Martin Grams, 42, of Maryland and author of “The Twilight Zone: Unlocking the Door to a Television Classic,” said the show’s influence can be seen not only in new iterations, but in its status as a gold standard for media.
“It’s amazing how many shows will be produced and they’ll have a quote from some reviewer saying it’s the new ‘Twilight Zone,’ even though it has nothing to do with it, but they feel that’s the biggest compliment they can get, so I see it for television ads all the time,” he said.
On Friday, performers from Bold Local Artists of the Southern Tier (BLAST) performed a dramatic reading of “The Happy Place,” an unproduced, never-released script that was originally meant to serve as the pilot of “The Twilight Zone.” Liam Roma, a Binghamton High School student who performed, has a coincidental connection to Serling — his grandfather, William Fitzgerald, hailing from Vestal, was stationed with him during World War II. Fitzgerald’s name was used in “The Purple Testament,” a “Twilight Zone” episode about a World War II soldier who can sense impending deaths in his platoon.

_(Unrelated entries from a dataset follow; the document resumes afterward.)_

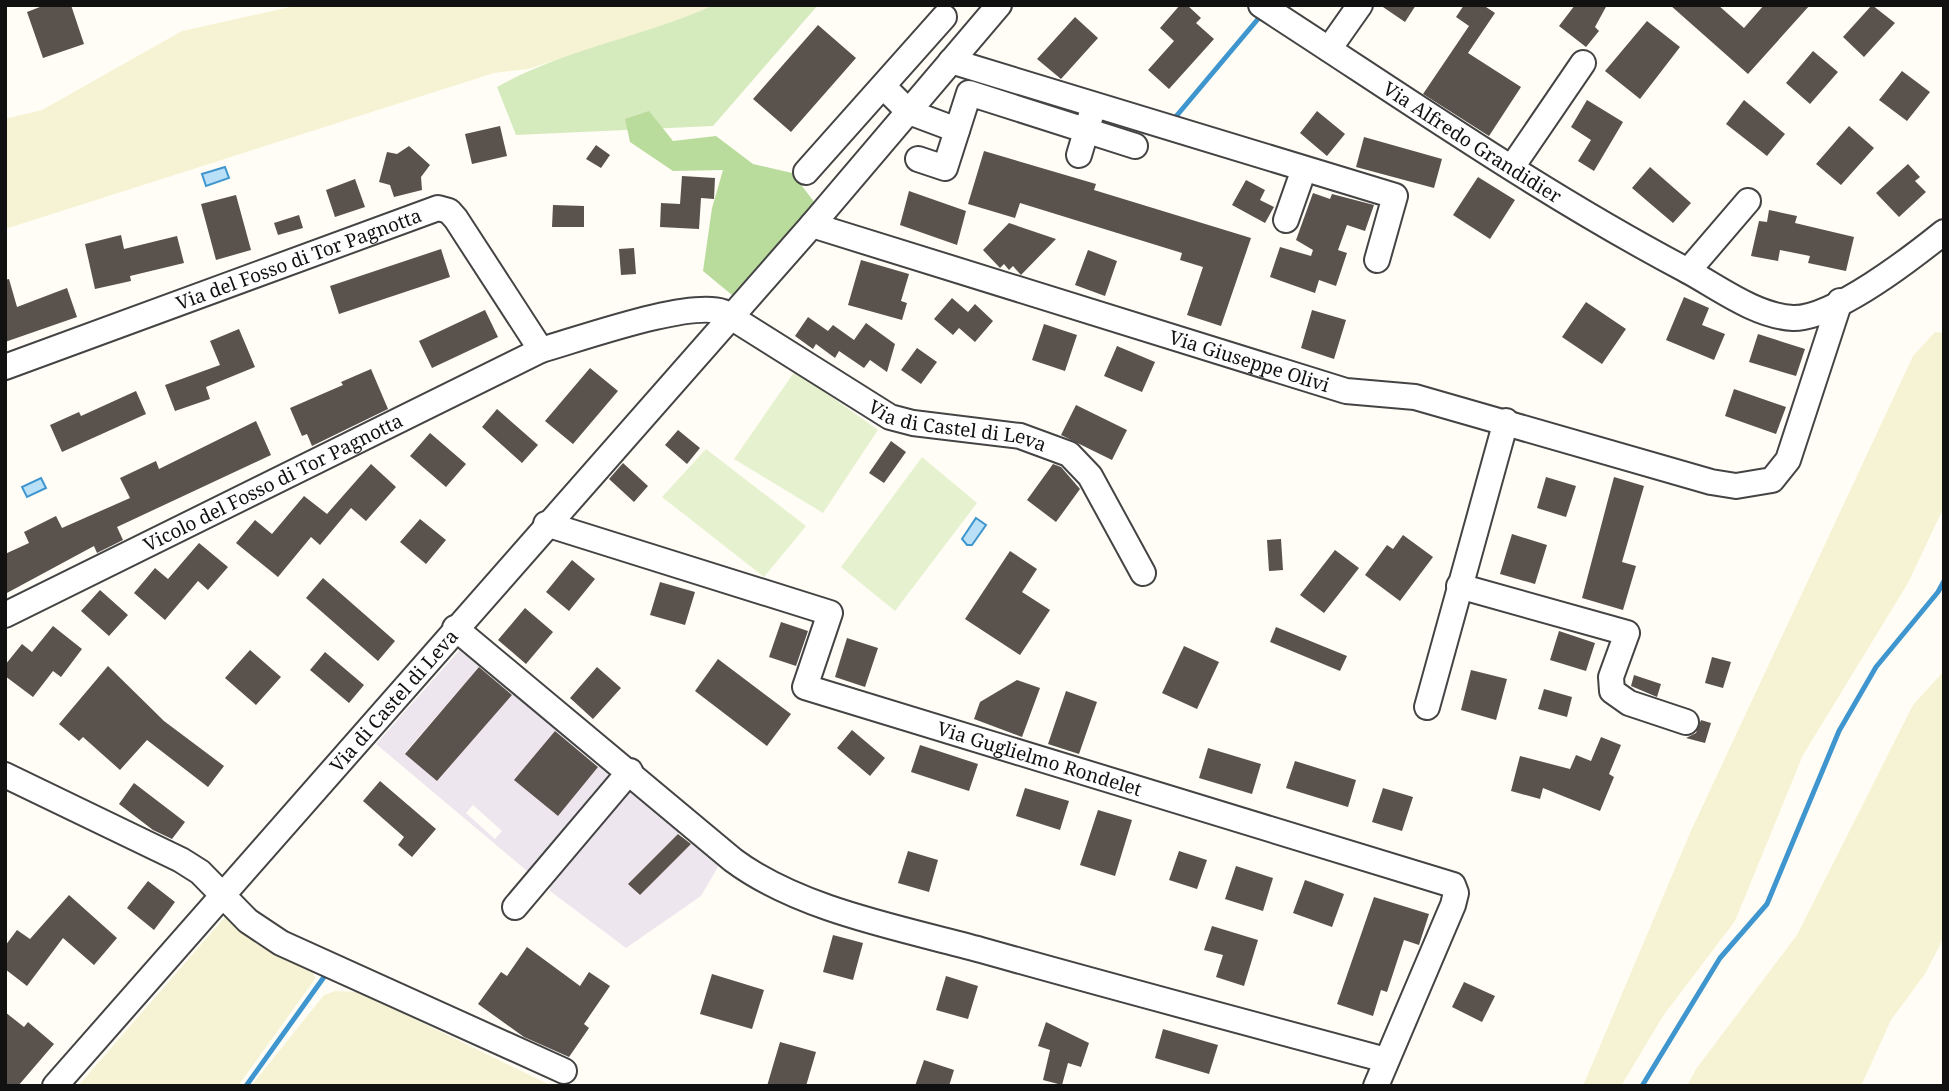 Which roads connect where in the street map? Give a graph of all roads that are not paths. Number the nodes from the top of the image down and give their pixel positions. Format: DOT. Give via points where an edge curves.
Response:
graph roads {
  1 [pos="999,5"];
  2 [pos="1261,5"];
  3 [pos="1360,5"];
  4 [pos="944,17"];
  5 [pos="1329,50"];
  6 [pos="951,61"];
  7 [pos="1583,63"];
  8 [pos="884,87"];
  9 [pos="1095,105"];
  10 [pos="909,112"];
  11 [pos="849,126"];
  12 [pos="957,130"];
  13 [pos="1086,130"];
  14 [pos="1135,146"];
  15 [pos="877,150"];
  16 [pos="1079,155"];
  17 [pos="918,159"];
  18 [pos="1300,167"];
  19 [pos="1512,167"];
  20 [pos="806,172"];
  21 [pos="1748,201"];
  22 [pos="1286,220"];
  23 [pos="812,225"];
  24 [pos="1944,232"];
  25 [pos="1377,260"];
  26 [pos="1688,271"];
  27 [pos="1840,301"];
  28 [pos="730,315"];
  29 [pos="541,350"];
  30 [pos="5,367"];
  31 [pos="1506,421"];
  32 [pos="546,524"];
  33 [pos="1143,573"];
  34 [pos="1459,586"];
  35 [pos="5,615"];
  36 [pos="455,628"];
  37 [pos="1427,707"];
  38 [pos="1686,722"];
  39 [pos="630,771"];
  40 [pos="5,775"];
  41 [pos="224,894"];
  42 [pos="515,907"];
  43 [pos="1386,1060"];
  44 [pos="564,1071"];
  45 [pos="55,1086"];
  46 [pos="1376,1086"];
  1 -- 6 [label="street, Via di Castel di Leva"];
  2 -- 5 [label="street, Via Alfredo Grandidier"];
  3 -- 5 [label="street"];
  4 -- 8 [label="street"];
  5 -- 19 [label="street, Via Alfredo Grandidier"];
  6 -- 9 [label="street"];
  6 -- 10 [label="street, Via di Castel di Leva"];
  7 -- 19 [label="street"];
  8 -- 10 [label="street"];
  8 -- 11 [label="street"];
  9 -- 13 [label="street"];
  9 -- 18 [label="street"];
  10 -- 12 [label="street"];
  10 -- 15 [label="street, Via di Castel di Leva"];
  11 -- 15 [label="street"];
  11 -- 20 [label="street"];
  12 -- 13 [label="street" via="970,93"];
  12 -- 17 [label="street" via="945,168"];
  13 -- 14 [label="street"];
  13 -- 16 [label="street"];
  15 -- 23 [label="street, Via di Castel di Leva"];
  18 -- 22 [label="street"];
  18 -- 25 [label="street" via="1395,196"];
  19 -- 26 [label="street, Via Alfredo Grandidier" via="1607,228"];
  21 -- 26 [label="street"];
  23 -- 28 [label="street, Via di Castel di Leva"];
  23 -- 31 [label="street, Via Giuseppe Olivi" via="1346,391 1399,394"];
  24 -- 27 [label="street, Via Alfredo Grandidier" via="1881,278"];
  26 -- 27 [label="street, Via Alfredo Grandidier" via="1757,308 1786,317 1815,314"];
  27 -- 31 [label="street, Via Giuseppe Olivi" via="1788,460 1772,480 1736,486"];
  28 -- 29 [label="street" via="697,309"];
  28 -- 32 [label="street, Via di Castel di Leva"];
  28 -- 33 [label="street, Via di Castel di Leva" via="890,417 1020,436 1069,454 1090,475"];
  29 -- 30 [label="street, Via del Fosso di Tor Pagnotta" via="456,219 438,208"];
  29 -- 35 [label="street, Vicolo del Fosso di Tor Pagnotta"];
  31 -- 34 [label="street"];
  32 -- 36 [label="street, Via di Castel di Leva"];
  32 -- 43 [label="street, Via Guglielmo Rondelet" via="830,613 805,687 1453,885 1453,905"];
  34 -- 37 [label="street"];
  34 -- 38 [label="street" via="1627,633 1611,677 1612,691 1629,703"];
  36 -- 39 [label="street"];
  36 -- 41 [label="street, Via di Castel di Leva"];
  39 -- 42 [label="street"];
  39 -- 43 [label="street" via="748,871 803,898"];
  40 -- 41 [label="street" via="163,849"];
  41 -- 44 [label="street" via="247,921 281,943"];
  41 -- 45 [label="street, Via di Castel di Leva"];
  43 -- 46 [label="street, Via Guglielmo Rondelet"];
} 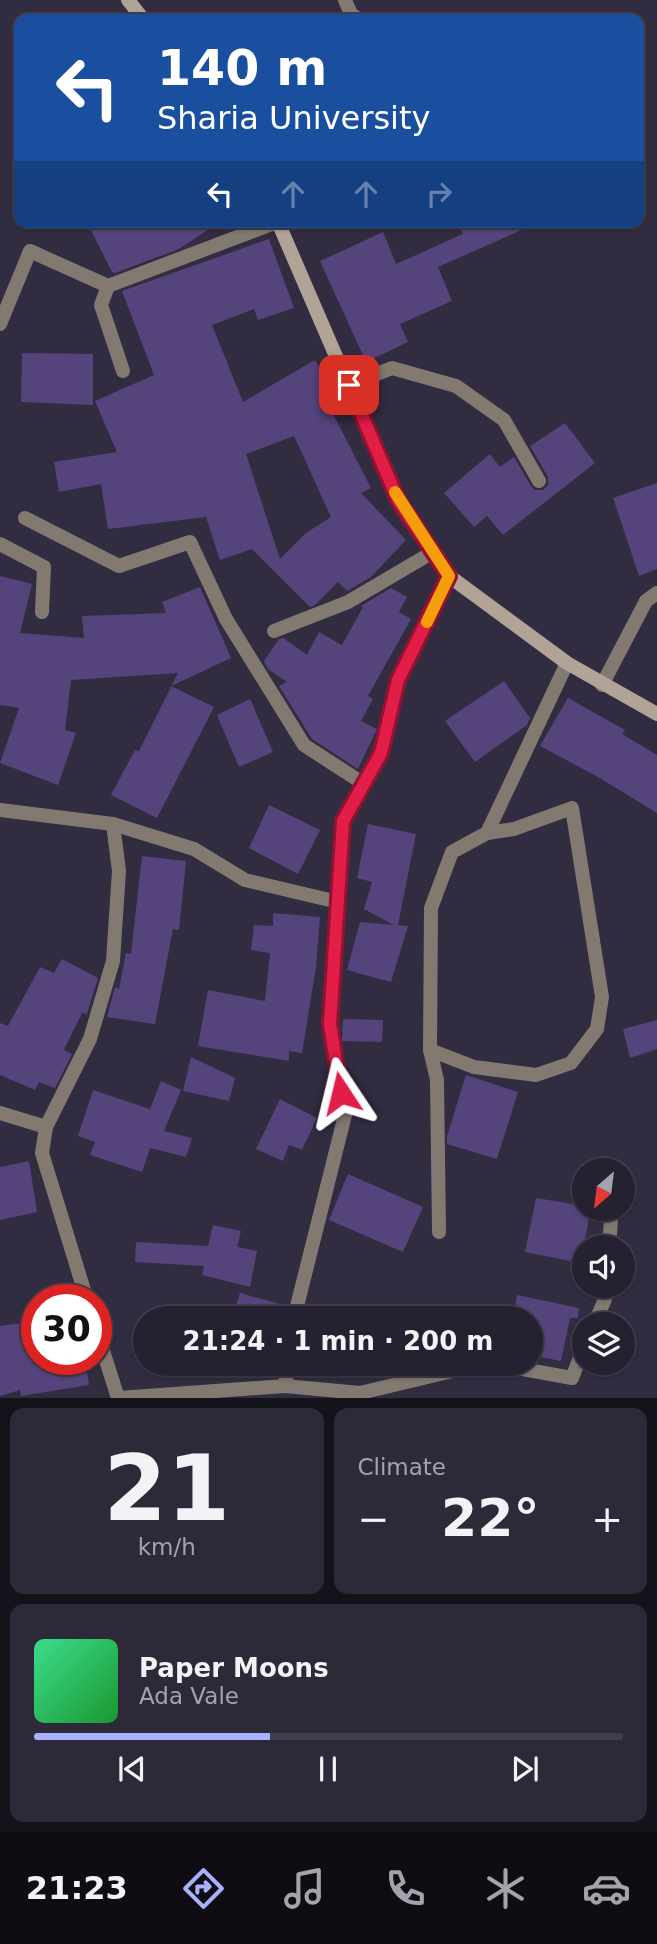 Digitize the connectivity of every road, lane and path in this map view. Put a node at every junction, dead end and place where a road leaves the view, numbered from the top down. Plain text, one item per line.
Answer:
1 (128, 0) edge
2 (139, 14) edge
3 (262, 228) edge
4 (281, 228) edge
5 (108, 286) junction
6 (0, 324) edge
7 (123, 371) dead end
8 (349, 385) junction
9 (539, 481) dead end
10 (25, 519) dead end
11 (0, 544) edge
12 (433, 552) junction
13 (449, 576) junction
14 (657, 593) edge
15 (42, 611) dead end
16 (274, 631) dead end
17 (567, 663) junction
18 (603, 685) junction
19 (657, 714) edge
20 (364, 784) junction
21 (0, 810) edge
22 (113, 824) junction
23 (487, 832) junction
24 (338, 902) junction
25 (430, 1050) junction
26 (0, 1113) edge
27 (46, 1127) junction
28 (439, 1232) dead end
29 (83, 1284) edge
30 (297, 1306) edge
31 (543, 1373) edge
32 (111, 1375) edge
33 (573, 1375) edge
34 (286, 1376) edge
35 (433, 1376) edge
36 (285, 1386) junction
37 (327, 1394) edge
38 (119, 1398) edge

1 - 2 main road
3 - 5 street
4 - 8 main road
5 - 6 street
5 - 7 street
8 - 9 street
8 - 12 main road
10 - 20 street
11 - 15 street
12 - 13 main road
12 - 16 street
13 - 17 main road
13 - 20 street
14 - 18 street
17 - 18 main road
17 - 23 street
18 - 19 main road
20 - 24 street
21 - 22 street
22 - 24 street
22 - 27 street
23 - 25 street
23 - 25 street
24 - 30 street
25 - 28 street
26 - 27 street
27 - 29 street
31 - 33 street
32 - 38 street
34 - 36 street
35 - 37 street
36 - 37 street
36 - 38 street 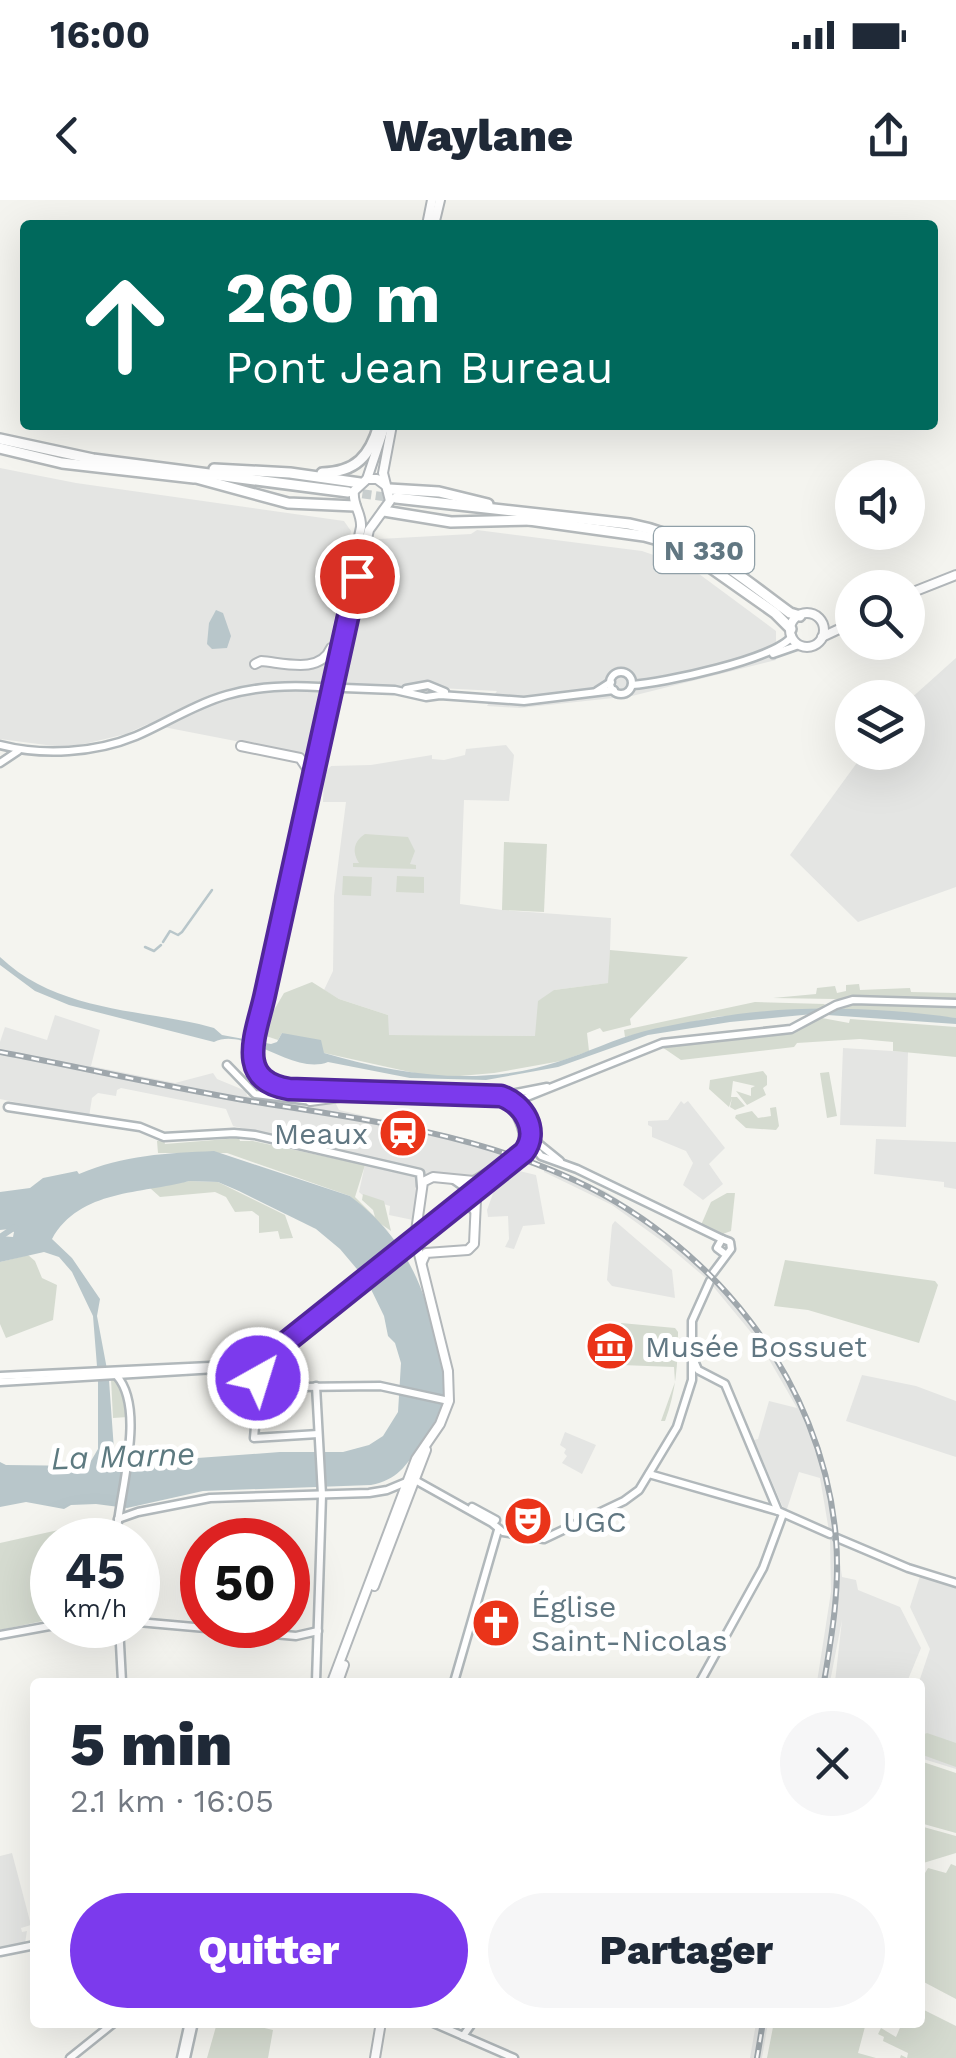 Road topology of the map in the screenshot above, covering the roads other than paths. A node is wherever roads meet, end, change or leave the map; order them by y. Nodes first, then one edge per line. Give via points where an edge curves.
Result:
1 (382, 430) edge
2 (383, 430) edge
3 (385, 430) edge
4 (0, 439) edge
5 (0, 448) edge
6 (158, 468) junction
7 (290, 473) junction
8 (196, 478) junction
9 (364, 481) junction
10 (391, 494) junction
11 (357, 509) junction
12 (380, 513) junction
13 (533, 520) junction
14 (353, 566) junction
15 (956, 575) edge
16 (925, 587) edge
17 (800, 616) junction
18 (822, 623) junction
19 (835, 625) edge
20 (835, 630) edge
21 (791, 633) junction
22 (822, 637) junction
23 (800, 645) junction
24 (752, 657) junction
25 (632, 685) junction
26 (612, 686) junction
27 (319, 729) junction
28 (242, 746) dead end
29 (1, 747) edge
30 (24, 750) junction
31 (0, 762) edge
32 (307, 783) junction
33 (956, 1003) edge
34 (254, 1036) junction
35 (226, 1065) dead end
36 (335, 1093) junction
37 (404, 1093) junction
38 (499, 1096) junction
39 (525, 1096) junction
40 (310, 1101) junction
41 (514, 1104) junction
42 (8, 1107) dead end
43 (531, 1142) junction
44 (498, 1168) junction
45 (454, 1180) junction
46 (484, 1184) junction
47 (422, 1187) junction
48 (467, 1194) junction
49 (701, 1231) junction
50 (415, 1236) junction
51 (722, 1239) junction
52 (474, 1240) junction
53 (403, 1244) junction
54 (720, 1250) junction
55 (426, 1252) junction
56 (422, 1262) junction
57 (363, 1277) junction
58 (693, 1347) junction
59 (261, 1359) junction
60 (260, 1372) junction
61 (118, 1375) junction
62 (0, 1379) edge
63 (316, 1386) junction
64 (445, 1400) junction
65 (318, 1434) junction
66 (429, 1441) junction
67 (649, 1474) junction
68 (412, 1480) junction
69 (321, 1487) junction
70 (369, 1492) junction
71 (402, 1503) junction
72 (780, 1513) junction
73 (118, 1518) edge
74 (121, 1518) edge
75 (497, 1524) junction
76 (395, 1535) junction
77 (956, 1583) edge
78 (160, 1624) edge
79 (30, 1629) edge
80 (318, 1631) junction
81 (0, 1635) edge
82 (120, 1648) edge
83 (122, 1678) edge
84 (316, 1678) edge
85 (336, 1678) edge
86 (337, 1678) edge
87 (455, 1678) edge
88 (702, 1678) edge
89 (30, 1945) edge
90 (0, 1952) edge
91 (108, 2028) edge
92 (190, 2028) edge
93 (379, 2028) edge
94 (379, 2028) edge
95 (444, 2028) edge
96 (470, 2028) edge
97 (466, 2038) junction
98 (70, 2058) edge
99 (183, 2058) edge
100 (373, 2058) edge
101 (514, 2058) edge

1 - 7 highway via 350,468
2 - 9 main road
3 - 10 main road via 383,467
4 - 6 highway
5 - 8 highway via 62,463
6 - 7 highway
6 - 8 highway via 348,494
7 - 9 highway
8 - 11 highway via 288,503
9 - 10 main road
9 - 11 main road via 354,491
10 - 12 main road
10 - 13 highway, N 330
10 - 17 highway, N 330 via 439,492 686,540
11 - 12 main road
11 - 14 main road via 361,527
12 - 13 highway via 451,522
12 - 34 main road via 365,540
13 - 21 highway, N 330 via 680,546 775,613
14 - 27 main road
14 - 27 main road via 327,657 312,664 262,661 256,667 325,672
15 - 16 main road
17 - 18 main road, N 330
17 - 21 main road
18 - 19 main road, N 330
18 - 22 main road
20 - 22 main road, N 330
21 - 23 main road, N 330
21 - 24 main road via 779,649
22 - 23 main road, N 330 via 814,646
23 - 24 main road
24 - 25 main road
25 - 26 main road via 623,694
25 - 26 main road via 624,672 615,674
26 - 30 main road, bridge via 532,697 432,692 428,684 421,691 264,687 224,695 118,742
27 - 32 main road
28 - 32 main road via 300,758 308,766
29 - 30 main road
29 - 31 main road
30 - 31 main road
32 - 34 main road
33 - 39 main road via 853,1000 790,1029 656,1045
34 - 36 main road via 255,1070 267,1083
35 - 40 main road via 254,1094
36 - 37 main road
36 - 37 main road
36 - 40 main road
36 - 40 main road via 333,1099
37 - 38 main road
38 - 39 main road
38 - 41 main road
39 - 41 main road
41 - 43 main road
42 - 47 main road via 140,1127 160,1136 246,1133 420,1173
43 - 44 main road
43 - 49 main road
44 - 45 main road via 474,1181
44 - 46 main road
44 - 48 main road
45 - 47 main road via 430,1178
45 - 48 main road
46 - 48 main road
46 - 52 main road via 476,1200
47 - 50 main road
48 - 50 main road
48 - 52 main road
49 - 51 main road
49 - 54 main road
50 - 53 main road
50 - 53 main road
50 - 55 main road
50 - 56 main road
51 - 54 main road
51 - 54 main road via 730,1251
52 - 55 main road via 466,1250
53 - 57 main road
54 - 58 main road via 694,1315
55 - 56 main road
56 - 64 main road via 450,1377
57 - 59 main road
57 - 59 main road
58 - 67 main road via 692,1380 677,1427
58 - 72 main road via 698,1370 724,1384
59 - 60 main road
59 - 61 main road
59 - 61 main road via 231,1370
60 - 63 main road via 287,1385
60 - 65 main road via 254,1438
61 - 62 main road
61 - 73 main road via 131,1414
63 - 64 main road via 380,1386
63 - 65 main road
64 - 66 main road
65 - 69 main road
66 - 68 main road
66 - 68 main road
67 - 72 main road
67 - 75 main road via 624,1502 561,1534 535,1540
68 - 70 main road
68 - 71 main road
68 - 75 main road
68 - 76 main road
69 - 70 main road
69 - 74 main road via 210,1498
69 - 80 main road
70 - 71 main road
71 - 76 main road
71 - 85 main road
72 - 77 main road
72 - 88 main road via 763,1568
75 - 87 main road
76 - 86 main road
78 - 80 main road via 296,1636
79 - 81 main road
80 - 84 main road
82 - 83 main road
89 - 90 main road
91 - 98 main road
92 - 99 main road
93 - 100 main road
94 - 100 main road
95 - 97 main road
96 - 97 main road
97 - 101 main road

Serling moved to Binghamton from Syracuse as a toddler, spending his youth in the city before joining the army after high school graduation. Helen Foley, a schoolteacher whom Serling was especially fond of, started the memorial foundation in 1985, 10 years after Serling’s death. The influence of Binghamton on Serling’s writing can be seen in the “Twilight Zone” episode “Walking Distance,” in which a man travels back in time to find his childhood self riding a carousel said to have been inspired by the one in Recreation Park.
Serling’s daughter, Anne Serling, author of “As I Knew Him: My Dad, Rod Serling,” said “Walking Distance” was probably the most autobiographical “Twilight Zone” episode that her father wrote.
“He said he had a propensity to write about the past,” she said. “He had a very idyllic childhood and loved Binghamton.”
In the closing narration of “Walking Distance,” Serling describes the episode’s main character as “successful in most things, but not in the one effort that all men try at some time in their lives — trying to go home again.” A quote from Serling on display at the fest echoes this view of the hometown as a universal source of comfort: “In the strangely brittle, terribly sensitive makeup of a human being, there is a need for a place to hang a hat, or a kind of geographical womb to crawl back into, or maybe just a place that’s familiar because that’s where you grew up … For whatever else I may have had, or lost, or will find, I’ve still got a hometown.”